Chapter 20: Other Hormones of Youth: Sex Hormones 291
The sex hormones—estrogen, testosterone, and progesterone—have powerful youth-promoting effects. But there’s a lot of controversy over the merits and dangers of hormone replacement therapy (HRT). Most of the negative results coming from recent studies have involved chemically altered hormones. By utilizing bio-identical hormones, which are the same hormones as are found naturally in the body, research suggests you can still receive the benefits of HRT without the risk. We’ll discuss a program of testing for hormone imbalances and methods of remediation with bio-identical hormones as well as herbal remedies and other supplements that will help you maintain a youthful balance of hormones throughout life.

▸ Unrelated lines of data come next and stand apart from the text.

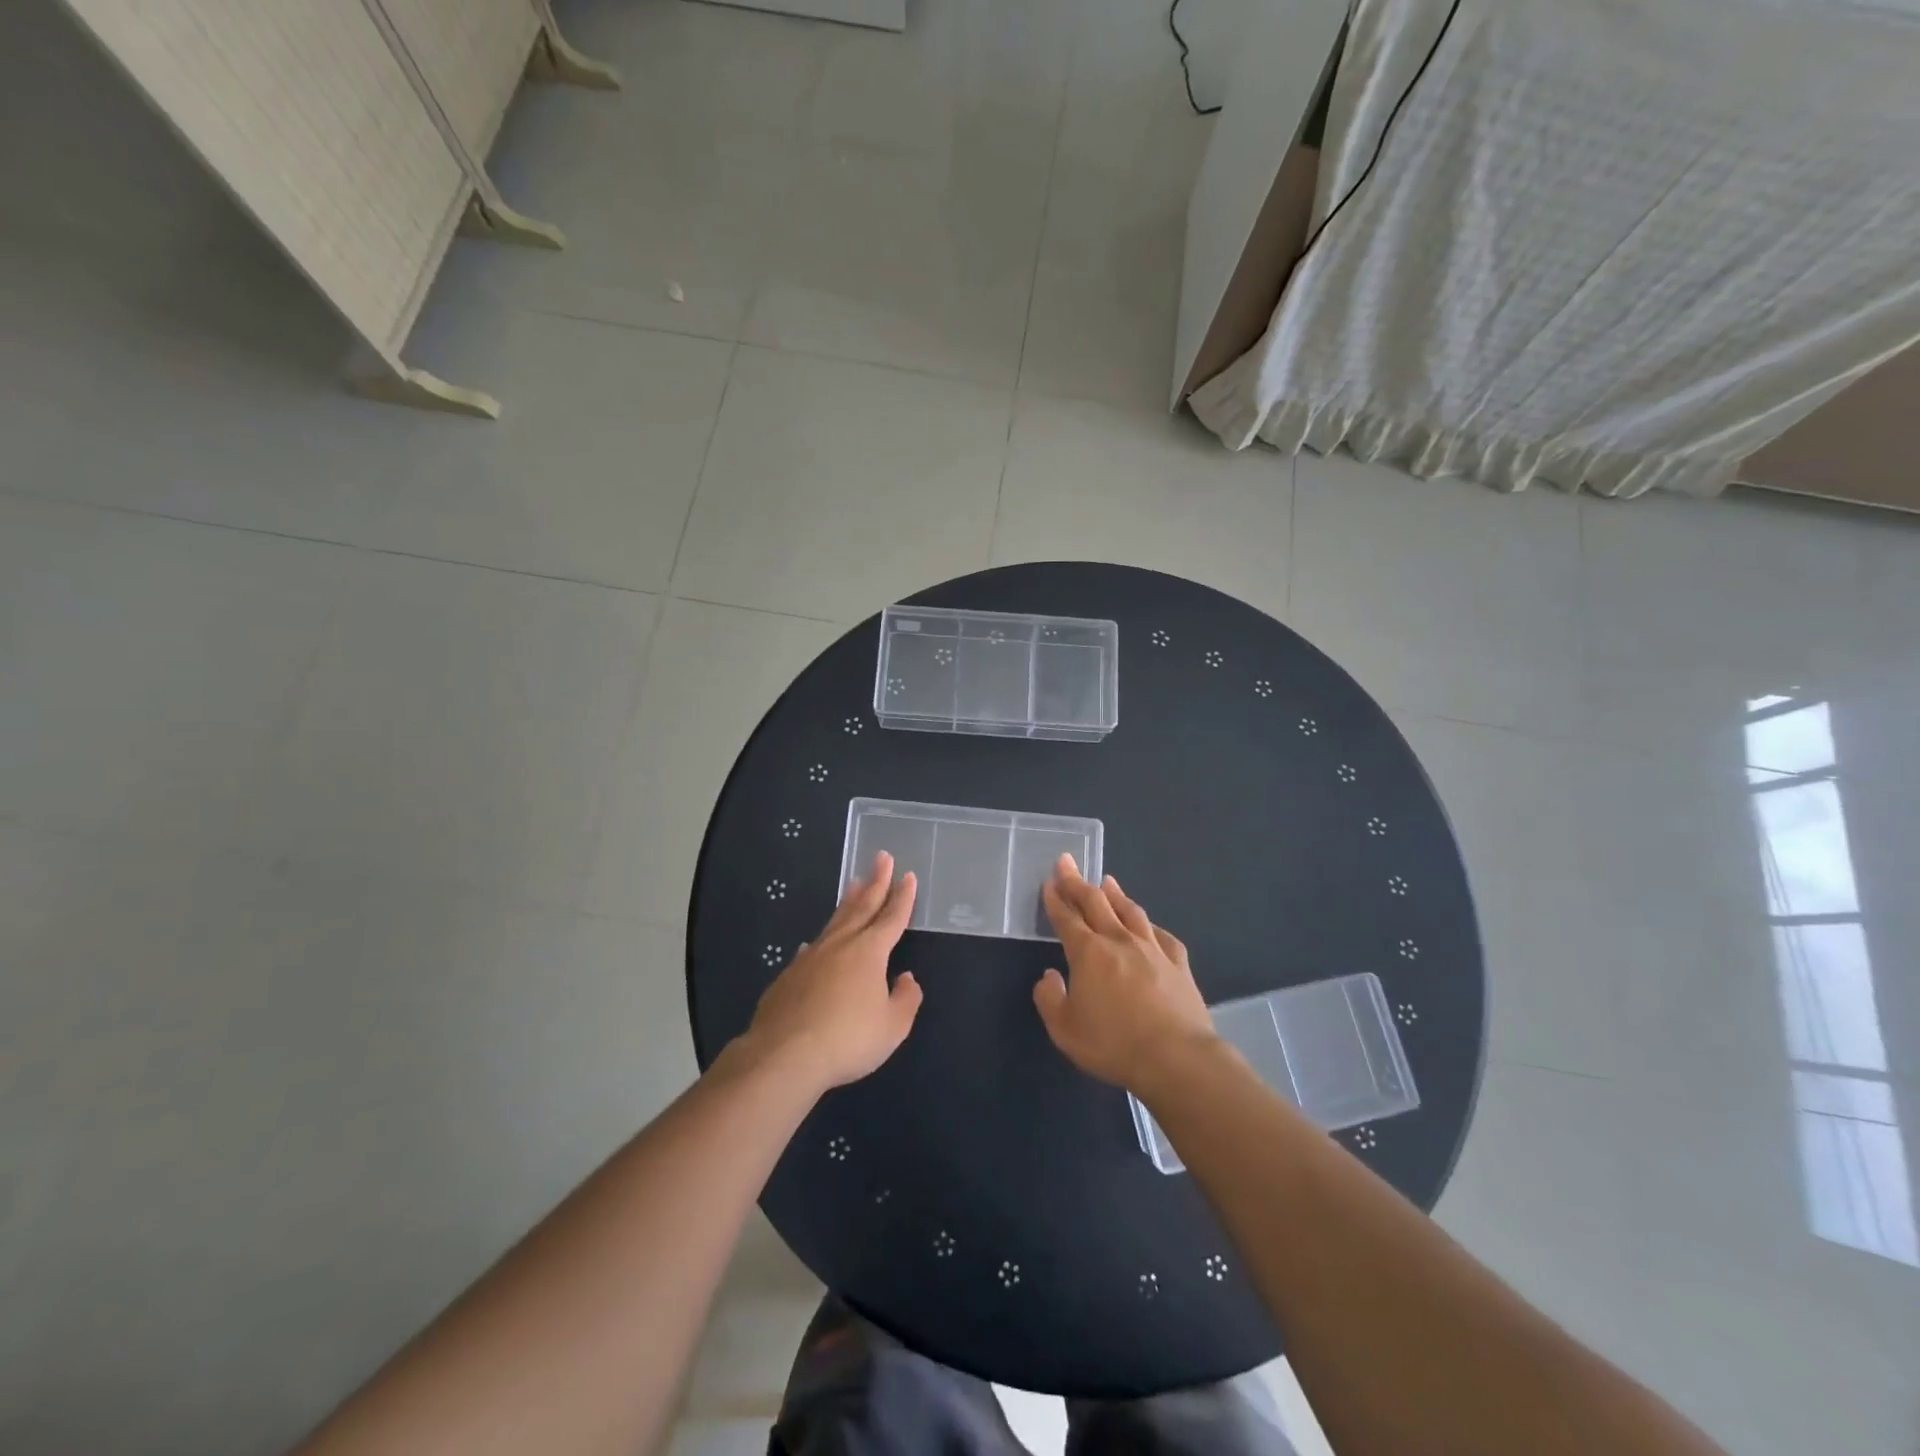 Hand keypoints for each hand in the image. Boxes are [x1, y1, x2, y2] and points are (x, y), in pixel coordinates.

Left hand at [741, 852, 922, 1093]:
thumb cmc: (848, 1039)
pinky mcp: (789, 975)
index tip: (908, 875)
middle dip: (875, 882)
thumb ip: (905, 999)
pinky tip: (815, 943)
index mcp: (869, 952)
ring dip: (848, 901)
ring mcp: (811, 957)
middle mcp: (841, 945)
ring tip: (854, 883)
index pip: (892, 918)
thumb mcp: (892, 1027)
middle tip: (881, 857)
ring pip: (835, 921)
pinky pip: (811, 948)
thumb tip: (905, 978)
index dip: (903, 897)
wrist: (785, 1054)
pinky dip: (820, 940)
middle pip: (862, 907)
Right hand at [1033, 856, 1214, 1090]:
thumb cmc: (1113, 1044)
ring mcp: (1152, 949)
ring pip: (1130, 911)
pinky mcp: (1179, 964)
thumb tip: (1050, 977)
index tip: (1049, 880)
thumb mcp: (1065, 1030)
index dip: (1055, 898)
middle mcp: (1119, 941)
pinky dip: (1149, 925)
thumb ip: (1050, 999)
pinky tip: (1148, 925)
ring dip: (1115, 894)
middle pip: (1096, 903)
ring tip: (1107, 881)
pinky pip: (1162, 935)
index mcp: (1088, 953)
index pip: (1067, 918)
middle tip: (1067, 863)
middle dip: (1077, 882)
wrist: (1176, 1058)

Chapter 21: Aggressive Supplementation 312
Recent studies have proven that almost everyone requires one or more vitamins far in excess of FDA-suggested RDA amounts to avoid illness. An optimal supplement program goes beyond just taking vitamins, minerals, and antioxidants. By utilizing genomics testing to diagnose your individual metabolic requirements, you can restore healthy balances and maintain optimal health with a personalized program of aggressive supplementation.

Chapter 22: Keep Moving: The Power of Exercise 337
Primitive man and woman were not couch potatoes. In fact, they were more like marathon runners. The evidence is overwhelming that exercise enhances every one of your body’s systems and reduces the risk of virtually every degenerative disease. Exercise works synergistically with a healthy diet and other lifestyle choices to enhance your sense of well being and prevent disease. Aerobic, anaerobic, and stretching exercises are all important and have distinct benefits.

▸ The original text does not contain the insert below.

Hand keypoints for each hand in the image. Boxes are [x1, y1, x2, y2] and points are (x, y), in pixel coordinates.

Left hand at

Chapter 23: Stress and Balance 353
The ability to confront danger is critical to our survival. But chronic activation of this mechanism can lead to increases in blood pressure and cholesterol, decreased blood flow to the liver and digestive organs, suppression of the immune system, and serious illnesses such as heart disease. Simply avoiding stress isn’t the complete answer. We need a certain amount of challenge in our lives to avoid apathy and boredom. Our lives should be animated by the four C’s: challenge, commitment, curiosity, and creativity. We present 12 effective ways to manage stress and achieve balance.